Providing Water on the Go
If you’re going for a long walk, dog park visit, or hike, pack extra water for your dog.
Even if your outing is relatively short, bring water if it’s hot, too. If you’d want a water bottle, your dog probably would too.
We love to bring a collapsible silicone water dish for easy drinking on the go.
We’ve also heard great things about the Highwave AutoDogMug, especially for car trips. It’s basically a water bottle with a drinking bowl on top so that your dog can easily slurp a few sips when you squeeze.

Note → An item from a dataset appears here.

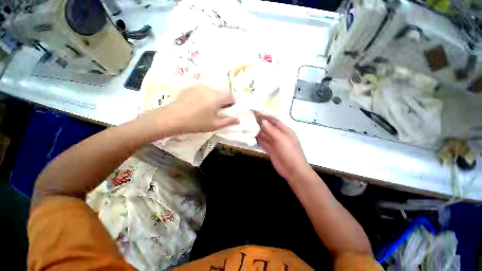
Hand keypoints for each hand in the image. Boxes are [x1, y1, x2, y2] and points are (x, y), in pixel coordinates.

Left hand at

How Much Water Do Dogs Need?
Dogs should drink about an ounce of water per pound of body weight per day.
If your dog is really active, or a puppy, they may need more. And like humans, dogs also need more water when they spend time outside in hot, dry conditions.
As the summer approaches, it’s important to know the signs that your pet hasn’t had enough to drink. To tell if your pup is dehydrated, check the following:
- They’re listless. A dehydrated dog won’t seem like themselves, and may pace or drool.
- They’re looking for water. If your dog is thirsty, they’ll be searching frantically for something to drink.
- Their gums are pale and dry. Pale, dry gums are a reliable symptom of dehydration.
- You’ve checked their scruff. Take your dog’s scruff (the loose skin over their shoulders) and lift it away from their back. If your dog is dehydrated, the skin will take a long time to settle back down. If your furry friend is hydrated, their skin will snap back immediately.
If your dog is vomiting, has diarrhea, or is otherwise ill, be sure to keep a close eye on them to ensure they don’t become dehydrated.
So what do you do if you suspect your dog is dehydrated? Remember the following:
- Drinking too fast after becoming dehydrated can cause vomiting.
- Give them little sips of water to help them rehydrate.
- Take them to the vet if they don’t seem to be improving.